**Provided information**
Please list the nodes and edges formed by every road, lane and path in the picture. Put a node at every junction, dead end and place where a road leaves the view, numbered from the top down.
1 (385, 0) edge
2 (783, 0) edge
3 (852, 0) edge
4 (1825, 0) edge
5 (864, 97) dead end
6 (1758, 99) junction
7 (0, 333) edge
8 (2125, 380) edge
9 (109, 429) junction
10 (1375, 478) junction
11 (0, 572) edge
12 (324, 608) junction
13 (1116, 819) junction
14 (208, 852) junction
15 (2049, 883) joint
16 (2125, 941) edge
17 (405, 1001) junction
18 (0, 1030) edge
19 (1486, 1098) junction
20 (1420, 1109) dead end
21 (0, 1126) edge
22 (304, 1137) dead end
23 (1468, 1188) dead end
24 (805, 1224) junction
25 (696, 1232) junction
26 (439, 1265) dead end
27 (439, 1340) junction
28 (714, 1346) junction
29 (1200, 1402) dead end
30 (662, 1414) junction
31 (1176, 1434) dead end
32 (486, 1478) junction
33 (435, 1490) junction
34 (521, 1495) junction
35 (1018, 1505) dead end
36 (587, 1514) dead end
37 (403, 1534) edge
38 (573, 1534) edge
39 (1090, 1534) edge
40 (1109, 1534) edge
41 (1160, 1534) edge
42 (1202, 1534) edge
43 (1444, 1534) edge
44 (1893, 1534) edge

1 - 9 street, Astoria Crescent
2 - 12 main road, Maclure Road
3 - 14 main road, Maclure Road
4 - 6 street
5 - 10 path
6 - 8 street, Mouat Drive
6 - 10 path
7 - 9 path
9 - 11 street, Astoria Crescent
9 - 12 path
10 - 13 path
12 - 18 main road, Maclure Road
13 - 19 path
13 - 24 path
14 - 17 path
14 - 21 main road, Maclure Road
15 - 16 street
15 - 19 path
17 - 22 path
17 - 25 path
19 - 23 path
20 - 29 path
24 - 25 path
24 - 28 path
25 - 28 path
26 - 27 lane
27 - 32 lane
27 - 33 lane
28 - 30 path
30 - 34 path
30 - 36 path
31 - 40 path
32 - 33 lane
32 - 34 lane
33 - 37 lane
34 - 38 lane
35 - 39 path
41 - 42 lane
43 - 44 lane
--
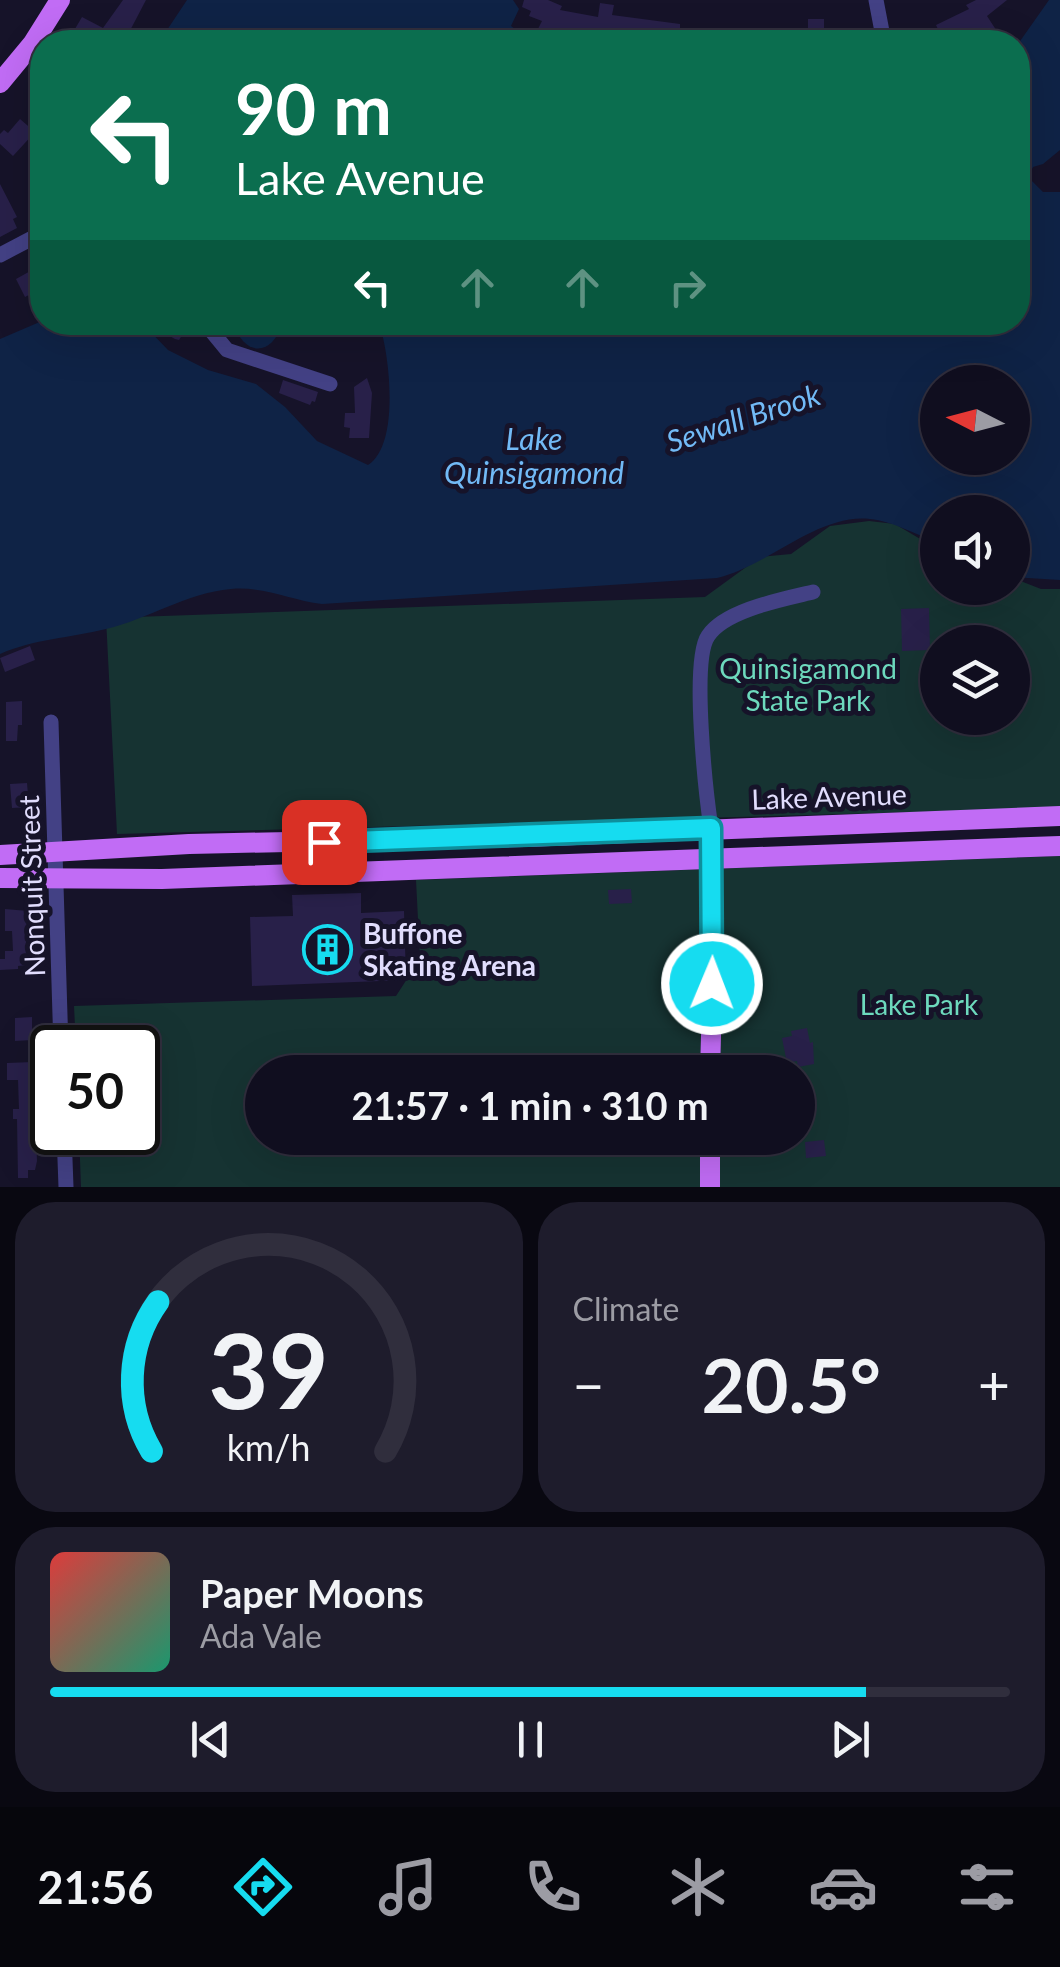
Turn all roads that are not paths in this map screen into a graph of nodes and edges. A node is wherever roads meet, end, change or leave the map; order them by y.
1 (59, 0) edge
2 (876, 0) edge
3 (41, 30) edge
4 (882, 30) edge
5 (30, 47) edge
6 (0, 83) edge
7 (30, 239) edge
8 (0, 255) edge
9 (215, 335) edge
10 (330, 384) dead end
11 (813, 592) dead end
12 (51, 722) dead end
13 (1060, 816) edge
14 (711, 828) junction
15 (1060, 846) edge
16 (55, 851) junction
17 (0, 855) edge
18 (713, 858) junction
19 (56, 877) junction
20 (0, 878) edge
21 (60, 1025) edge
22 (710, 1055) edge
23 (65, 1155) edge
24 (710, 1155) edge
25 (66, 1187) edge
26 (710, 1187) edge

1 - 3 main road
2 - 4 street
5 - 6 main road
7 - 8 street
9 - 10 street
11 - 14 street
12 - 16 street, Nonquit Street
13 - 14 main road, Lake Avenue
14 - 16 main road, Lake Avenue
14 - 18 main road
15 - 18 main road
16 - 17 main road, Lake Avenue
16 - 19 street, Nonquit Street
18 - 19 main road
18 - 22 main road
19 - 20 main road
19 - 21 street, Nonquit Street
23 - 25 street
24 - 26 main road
---
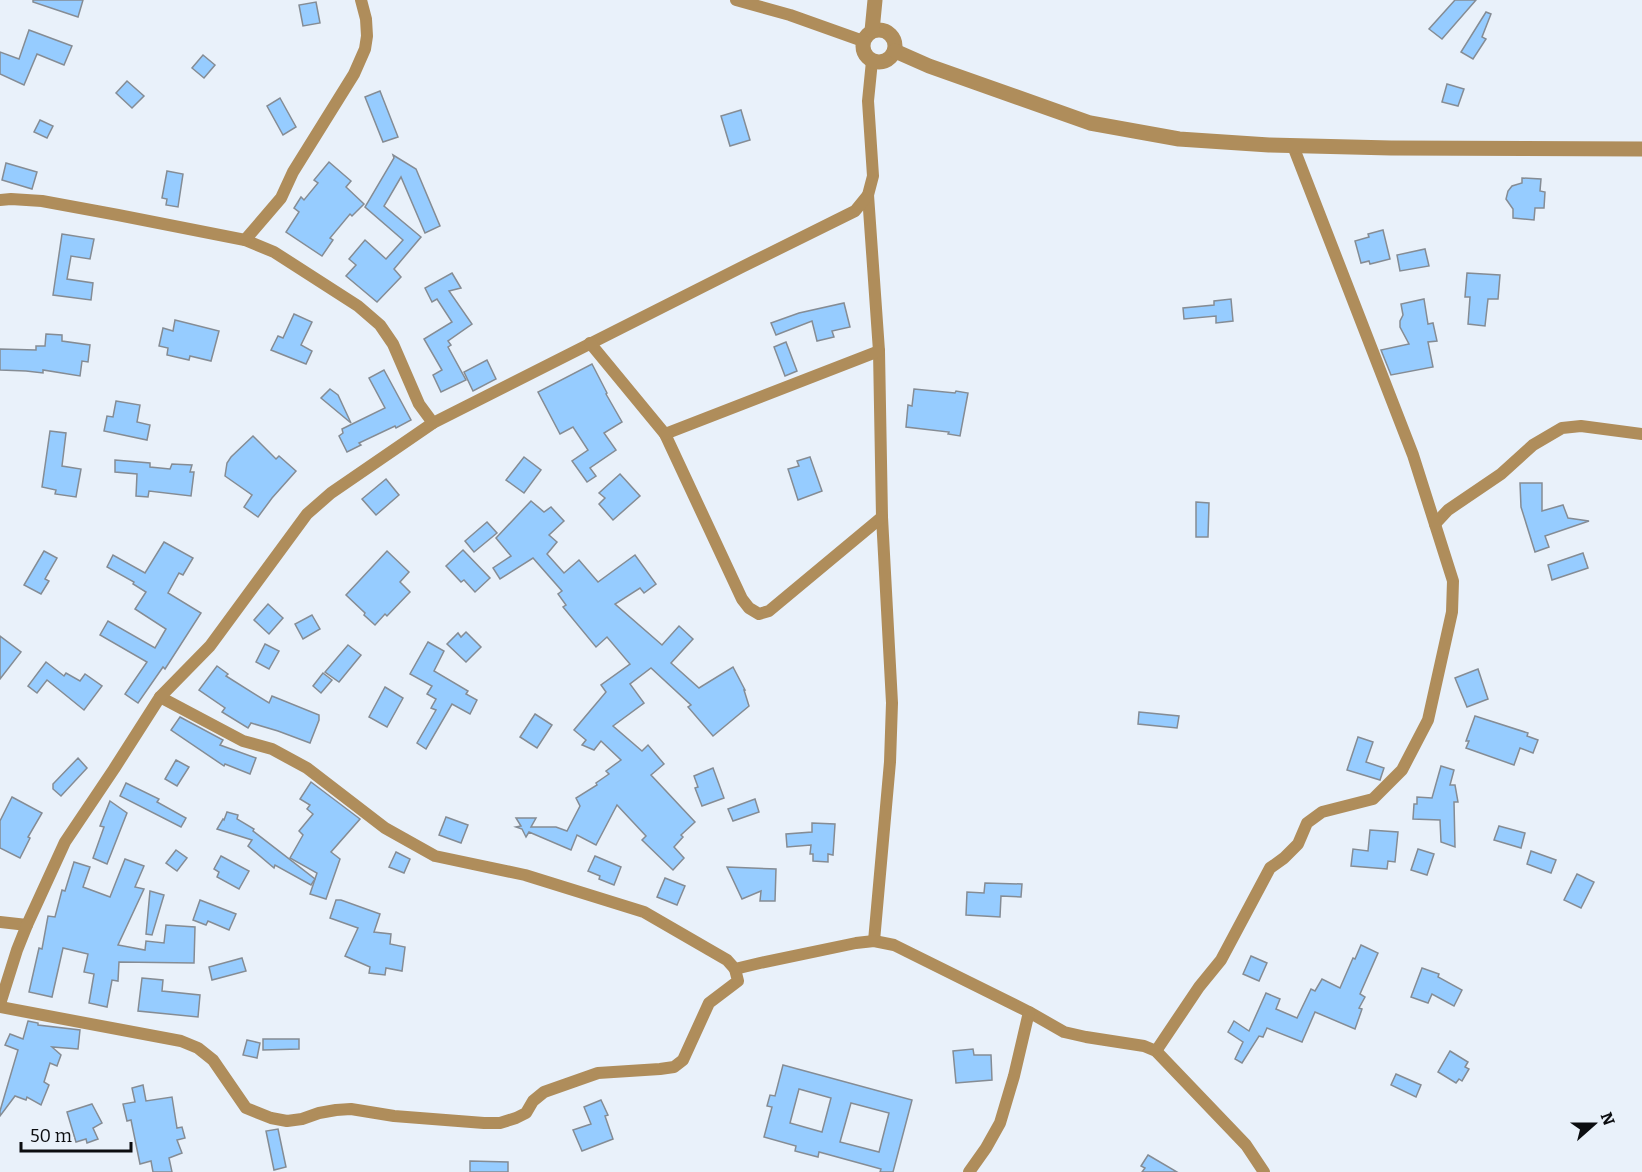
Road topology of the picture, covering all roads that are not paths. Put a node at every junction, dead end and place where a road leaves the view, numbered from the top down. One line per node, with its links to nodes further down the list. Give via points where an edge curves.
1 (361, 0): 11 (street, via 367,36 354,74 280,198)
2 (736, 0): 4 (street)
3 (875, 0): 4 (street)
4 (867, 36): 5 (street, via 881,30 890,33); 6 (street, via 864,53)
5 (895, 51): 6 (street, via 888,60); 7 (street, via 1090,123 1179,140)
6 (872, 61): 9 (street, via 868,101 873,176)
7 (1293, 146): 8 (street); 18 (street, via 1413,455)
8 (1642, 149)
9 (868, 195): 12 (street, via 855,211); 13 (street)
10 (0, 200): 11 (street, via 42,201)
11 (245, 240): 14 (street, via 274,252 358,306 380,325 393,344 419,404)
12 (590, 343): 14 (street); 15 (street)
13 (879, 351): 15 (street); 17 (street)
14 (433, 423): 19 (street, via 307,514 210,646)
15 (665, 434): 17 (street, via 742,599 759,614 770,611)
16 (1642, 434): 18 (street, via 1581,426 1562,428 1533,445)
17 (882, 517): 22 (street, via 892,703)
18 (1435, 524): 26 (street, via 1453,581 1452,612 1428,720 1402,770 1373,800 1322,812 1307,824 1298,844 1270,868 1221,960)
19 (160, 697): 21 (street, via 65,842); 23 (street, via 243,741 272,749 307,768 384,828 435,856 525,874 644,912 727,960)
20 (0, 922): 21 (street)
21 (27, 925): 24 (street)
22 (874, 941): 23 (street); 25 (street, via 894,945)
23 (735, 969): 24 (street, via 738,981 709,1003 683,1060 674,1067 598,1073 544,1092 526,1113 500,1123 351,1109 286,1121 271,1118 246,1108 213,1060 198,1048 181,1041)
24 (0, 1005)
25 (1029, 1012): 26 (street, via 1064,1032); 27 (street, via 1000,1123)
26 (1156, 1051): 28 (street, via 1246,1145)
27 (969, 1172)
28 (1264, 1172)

**Exercise requirements**
Identify the lines in the records above that contain the word "Nonquit", then state how many there are and nothing more.

**Response box**
3